→ Problem requirements: Could you print each line of the material below exactly?

→ Supplied entries:
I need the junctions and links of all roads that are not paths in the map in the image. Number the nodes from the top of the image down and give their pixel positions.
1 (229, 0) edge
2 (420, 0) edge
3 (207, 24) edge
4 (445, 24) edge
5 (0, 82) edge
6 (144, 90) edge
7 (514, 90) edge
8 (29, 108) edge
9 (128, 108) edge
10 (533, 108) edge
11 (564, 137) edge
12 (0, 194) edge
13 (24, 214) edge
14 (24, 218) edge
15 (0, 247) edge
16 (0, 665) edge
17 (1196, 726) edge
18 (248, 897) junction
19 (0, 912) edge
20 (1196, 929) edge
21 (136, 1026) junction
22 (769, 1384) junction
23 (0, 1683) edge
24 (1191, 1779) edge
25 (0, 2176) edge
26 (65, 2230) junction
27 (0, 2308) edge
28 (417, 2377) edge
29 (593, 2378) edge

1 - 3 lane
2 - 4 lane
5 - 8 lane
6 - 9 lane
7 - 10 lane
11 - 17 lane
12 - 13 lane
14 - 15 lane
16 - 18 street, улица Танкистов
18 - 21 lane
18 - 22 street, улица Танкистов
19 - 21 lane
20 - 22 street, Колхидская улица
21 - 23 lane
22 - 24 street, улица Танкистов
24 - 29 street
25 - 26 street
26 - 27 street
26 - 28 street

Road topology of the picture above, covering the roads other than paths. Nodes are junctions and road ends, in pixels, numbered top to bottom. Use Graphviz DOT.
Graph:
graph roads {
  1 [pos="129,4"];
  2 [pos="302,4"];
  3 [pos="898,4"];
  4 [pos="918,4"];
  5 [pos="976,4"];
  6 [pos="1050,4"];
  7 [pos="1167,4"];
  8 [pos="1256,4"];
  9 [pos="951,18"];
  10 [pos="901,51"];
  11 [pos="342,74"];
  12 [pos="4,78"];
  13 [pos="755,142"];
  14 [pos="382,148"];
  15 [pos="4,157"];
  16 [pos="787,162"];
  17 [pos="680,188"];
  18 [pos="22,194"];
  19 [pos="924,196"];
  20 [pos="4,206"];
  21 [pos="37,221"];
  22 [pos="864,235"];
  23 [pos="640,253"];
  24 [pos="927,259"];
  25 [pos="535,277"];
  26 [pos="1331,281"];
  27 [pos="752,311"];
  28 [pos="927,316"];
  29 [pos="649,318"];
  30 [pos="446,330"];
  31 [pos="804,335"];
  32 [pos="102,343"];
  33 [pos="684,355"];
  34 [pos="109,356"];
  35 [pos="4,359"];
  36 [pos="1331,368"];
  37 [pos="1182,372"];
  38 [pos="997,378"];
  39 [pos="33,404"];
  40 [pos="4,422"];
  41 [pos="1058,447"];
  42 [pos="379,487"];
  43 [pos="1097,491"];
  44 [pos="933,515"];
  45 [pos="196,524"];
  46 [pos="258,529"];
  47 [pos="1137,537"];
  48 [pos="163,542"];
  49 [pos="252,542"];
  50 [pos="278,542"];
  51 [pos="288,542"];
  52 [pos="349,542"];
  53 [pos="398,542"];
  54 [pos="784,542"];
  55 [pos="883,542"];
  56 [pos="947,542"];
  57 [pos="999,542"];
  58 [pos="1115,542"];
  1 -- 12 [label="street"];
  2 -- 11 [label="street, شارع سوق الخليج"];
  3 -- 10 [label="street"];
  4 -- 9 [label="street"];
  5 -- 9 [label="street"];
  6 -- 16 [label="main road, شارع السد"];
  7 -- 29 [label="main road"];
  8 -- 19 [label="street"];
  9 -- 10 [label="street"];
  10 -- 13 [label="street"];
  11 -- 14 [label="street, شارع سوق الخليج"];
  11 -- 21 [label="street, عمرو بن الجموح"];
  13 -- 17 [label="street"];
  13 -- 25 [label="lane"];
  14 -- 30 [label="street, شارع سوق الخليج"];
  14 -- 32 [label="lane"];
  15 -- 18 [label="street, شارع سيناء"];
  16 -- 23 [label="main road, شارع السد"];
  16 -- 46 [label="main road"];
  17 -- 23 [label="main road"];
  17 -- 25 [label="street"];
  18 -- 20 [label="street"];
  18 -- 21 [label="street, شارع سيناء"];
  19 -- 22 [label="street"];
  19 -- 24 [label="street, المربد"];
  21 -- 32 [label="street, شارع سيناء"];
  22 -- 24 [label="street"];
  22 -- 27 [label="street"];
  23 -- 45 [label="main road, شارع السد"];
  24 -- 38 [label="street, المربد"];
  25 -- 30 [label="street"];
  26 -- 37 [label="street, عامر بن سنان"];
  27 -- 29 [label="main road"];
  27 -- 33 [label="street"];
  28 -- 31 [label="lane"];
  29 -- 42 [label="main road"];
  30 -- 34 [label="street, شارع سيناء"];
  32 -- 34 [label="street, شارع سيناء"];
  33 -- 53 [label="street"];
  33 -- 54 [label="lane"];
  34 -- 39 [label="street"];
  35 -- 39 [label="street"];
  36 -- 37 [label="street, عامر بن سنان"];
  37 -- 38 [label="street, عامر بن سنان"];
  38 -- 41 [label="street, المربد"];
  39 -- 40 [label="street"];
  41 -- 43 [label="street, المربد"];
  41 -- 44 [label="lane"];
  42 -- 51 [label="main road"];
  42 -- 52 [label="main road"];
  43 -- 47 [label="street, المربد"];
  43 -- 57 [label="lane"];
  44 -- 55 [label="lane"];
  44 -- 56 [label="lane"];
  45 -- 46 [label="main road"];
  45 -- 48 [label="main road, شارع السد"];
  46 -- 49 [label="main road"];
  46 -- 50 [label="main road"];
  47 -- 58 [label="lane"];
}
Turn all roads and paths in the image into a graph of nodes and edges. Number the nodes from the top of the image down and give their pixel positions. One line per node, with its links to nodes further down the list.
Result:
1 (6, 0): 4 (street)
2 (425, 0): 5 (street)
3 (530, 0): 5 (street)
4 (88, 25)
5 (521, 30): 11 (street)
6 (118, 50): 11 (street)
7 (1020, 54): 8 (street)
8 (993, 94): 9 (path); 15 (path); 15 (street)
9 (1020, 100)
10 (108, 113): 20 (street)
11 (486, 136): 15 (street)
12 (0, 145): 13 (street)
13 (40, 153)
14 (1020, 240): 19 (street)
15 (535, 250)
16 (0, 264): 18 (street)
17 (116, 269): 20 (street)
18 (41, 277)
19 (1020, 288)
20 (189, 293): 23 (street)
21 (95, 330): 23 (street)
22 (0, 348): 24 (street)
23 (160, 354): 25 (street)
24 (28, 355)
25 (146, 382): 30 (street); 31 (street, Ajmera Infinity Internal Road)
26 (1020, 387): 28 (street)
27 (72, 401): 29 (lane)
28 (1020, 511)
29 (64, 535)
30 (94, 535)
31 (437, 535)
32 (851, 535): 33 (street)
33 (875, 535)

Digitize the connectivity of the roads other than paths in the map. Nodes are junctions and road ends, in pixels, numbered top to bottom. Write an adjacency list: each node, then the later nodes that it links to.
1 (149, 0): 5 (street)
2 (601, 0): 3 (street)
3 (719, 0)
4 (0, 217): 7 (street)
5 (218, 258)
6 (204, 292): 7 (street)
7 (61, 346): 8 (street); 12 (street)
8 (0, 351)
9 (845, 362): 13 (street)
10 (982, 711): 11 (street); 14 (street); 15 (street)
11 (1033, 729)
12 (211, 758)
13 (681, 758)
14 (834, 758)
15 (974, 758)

→ Response to the task:
I need the junctions and links of all roads that are not paths in the map in the image. Number the nodes from the top of the image down and give their pixel positions.
1 (229, 0) edge
2 (420, 0) edge
3 (207, 24) edge
4 (445, 24) edge
5 (0, 82) edge
6 (144, 90) edge
7 (514, 90) edge
8 (29, 108) edge
9 (128, 108) edge
10 (533, 108) edge
11 (564, 137) edge
12 (0, 194) edge
13 (24, 214) edge
14 (24, 218) edge
15 (0, 247) edge
16 (0, 665) edge
17 (1196, 726) edge
18 (248, 897) junction
19 (0, 912) edge
20 (1196, 929) edge
21 (136, 1026) junction
22 (769, 1384) junction
23 (0, 1683) edge
24 (1191, 1779) edge
25 (0, 2176) edge
26 (65, 2230) junction
27 (0, 2308) edge
28 (417, 2377) edge
29 (593, 2378) edge

1 - 3 lane
2 - 4 lane
5 - 8 lane
6 - 9 lane
7 - 10 lane
11 - 17 lane
12 - 13 lane
14 - 15 lane
16 - 18 street, улица Танкистов
18 - 21 lane
18 - 22 street, улица Танкистов
19 - 21 lane
20 - 22 street, Колхидская улица
21 - 23 lane
22 - 24 street, улица Танкистов
24 - 29 street
25 - 26 street
26 - 27 street
26 - 28 street

Road topology of the picture above, covering the roads other than paths. Nodes are junctions and road ends, in pixels, numbered top to bottom. Use Graphviz DOT.
Graph:
graph roads {
  1 [pos="129,4"];
  2 [pos="302,4"];
  3 [pos="898,4"];
  4 [pos="918,4"];
  5 [pos="976,4"];
  6 [pos="1050,4"];
  7 [pos="1167,4"];
  8 [pos="1256,4"];
  9 [pos="951,18"];
  10 [pos="901,51"];
  11 [pos="342,74"];
  12 [pos="4,78"];
  13 [pos="755,142"];
  14 [pos="382,148"];
  15 [pos="4,157"];
  16 [pos="787,162"];
  17 [pos="680,188"];
  18 [pos="22,194"];
  19 [pos="924,196"];
  20 [pos="4,206"];
  21 [pos="37,221"];
  22 [pos="864,235"];
  23 [pos="640,253"];
  24 [pos="927,259"];
  25 [pos="535,277"];
  26 [pos="1331,281"];
  27 [pos="752,311"];
  28 [pos="927,316"];
  29 [pos="649,318"];
  30 [pos="446,330"];
  31 [pos="804,335"];
  32 [pos="102,343"];
  33 [pos="684,355"];
  34 [pos="109,356"];
  35 [pos="4,359"];
  36 [pos="1331,368"];
  37 [pos="1182,372"];
  38 [pos="997,378"];
  39 [pos="33,404"];
  40 [pos="4,422"];
  41 [pos="1058,447"];
  42 [pos="379,487"];
  43 [pos="1097,491"];
  44 [pos="933,515"];
  45 [pos="196,524"];
  46 [pos="258,529"];
  47 [pos="1137,537"];
  48 [pos="163,542"];
  49 [pos="252,542"];
  50 [pos="278,542"];
  51 [pos="288,542"];
  52 [pos="349,542"];
  53 [pos="398,542"];
  54 [pos="784,542"];
  55 [pos="883,542"];
  56 [pos="947,542"];
  57 [pos="999,542"];
  58 [pos="1115,542"];
  1 -- 12 [label="street"];
  2 -- 11 [label="street, شارع سوق الخليج"];
  3 -- 10 [label="street"];
  4 -- 9 [label="street"];
  5 -- 9 [label="street"];
  6 -- 16 [label="main road, شارع السد"];
  7 -- 29 [label="main road"];
  8 -- 19 [label="street"];
  9 -- 10 [label="street"];
  10 -- 13 [label="street"];
  11 -- 14 [label="street, شارع سوق الخليج"];
  11 -- 21 [label="street, عمرو بن الجموح"];
  13 -- 17 [label="street"];
  13 -- 25 [label="lane"];
  14 -- 30 [label="street, شارع سوق الخليج"];
  14 -- 32 [label="lane"];
  15 -- 18 [label="street, شارع سيناء"];
  16 -- 23 [label="main road, شارع السد"];
  16 -- 46 [label="main road"];
  17 -- 23 [label="main road"];
  17 -- 25 [label="street"];
  18 -- 20 [label="street"];
  18 -- 21 [label="street, شارع سيناء"];
  19 -- 22 [label="street"];
  19 -- 24 [label="street, المربد"];
  21 -- 32 [label="street, شارع سيناء"];
  22 -- 24 [label="street"];
  22 -- 27 [label="street"];
  23 -- 45 [label="main road, شارع السد"];
  24 -- 38 [label="street, المربد"];
  25 -- 30 [label="street"];
  26 -- 37 [label="street, عامر بن سنان"];
  27 -- 29 [label="main road"];
  27 -- 33 [label="street"];
  28 -- 31 [label="lane"];
  29 -- 42 [label="main road"];
  30 -- 34 [label="street, شارع سيناء"];
  32 -- 34 [label="street, شارع سيناء"];
  33 -- 53 [label="street"];
  33 -- 54 [label="lane"];
  34 -- 39 [label="street"];
  35 -- 39 [label="street"];
  36 -- 37 [label="street, عامر بن سنان"];
  37 -- 38 [label="street, عامر بن سنان"];
  38 -- 41 [label="street, المربد"];
  39 -- 40 [label="street"];
  41 -- 43 [label="street, المربد"];
  41 -- 44 [label="lane"];
  42 -- 51 [label="main road"];
  42 -- 52 [label="main road"];
  43 -- 47 [label="street, المربد"];
  43 -- 57 [label="lane"];
  44 -- 55 [label="lane"];
  44 -- 56 [label="lane"];
  45 -- 46 [label="main road"];
  45 -- 48 [label="main road, شارع السد"];
  46 -- 49 [label="main road"];
  46 -- 50 [label="main road"];
  47 -- 58 [label="lane"];
}
Turn all roads and paths in the image into a graph of nodes and edges. Number the nodes from the top of the image down and give their pixel positions. One line per node, with its links to nodes further down the list.
Result:
1 (6, 0): 4 (street)
2 (425, 0): 5 (street)
3 (530, 0): 5 (street)
4 (88, 25)
5 (521, 30): 11 (street)
6 (118, 50): 11 (street)
7 (1020, 54): 8 (street)
8 (993, 94): 9 (path); 15 (path); 15 (street)
9 (1020, 100)
10 (108, 113): 20 (street)
11 (486, 136): 15 (street)
12 (0, 145): 13 (street)
13 (40, 153)
14 (1020, 240): 19 (street)
15 (535, 250)
16 (0, 264): 18 (street)
17 (116, 269): 20 (street)
18 (41, 277)
19 (1020, 288)
20 (189, 293): 23 (street)
21 (95, 330): 23 (street)
22 (0, 348): 24 (street)
23 (160, 354): 25 (street)
24 (28, 355)
25 (146, 382): 30 (street); 31 (street, Ajmera Infinity Internal Road)
26 (1020, 387): 28 (street)
27 (72, 401): 29 (lane)
28 (1020, 511)
29 (64, 535)
30 (94, 535)
31 (437, 535)
32 (851, 535): 33 (street)
33 (875, 535)

Digitize the connectivity of the roads other than paths in the map. Nodes are junctions and road ends, in pixels, numbered top to bottom. Write an adjacency list: each node, then the later nodes that it links to.
1 (149, 0): 5 (street)
2 (601, 0): 3 (street)
3 (719, 0)
4 (0, 217): 7 (street)
5 (218, 258)
6 (204, 292): 7 (street)
7 (61, 346): 8 (street); 12 (street)
8 (0, 351)
9 (845, 362): 13 (street)
10 (982, 711): 11 (street); 14 (street); 15 (street)
11 (1033, 729)
12 (211, 758)
13 (681, 758)
14 (834, 758)
15 (974, 758)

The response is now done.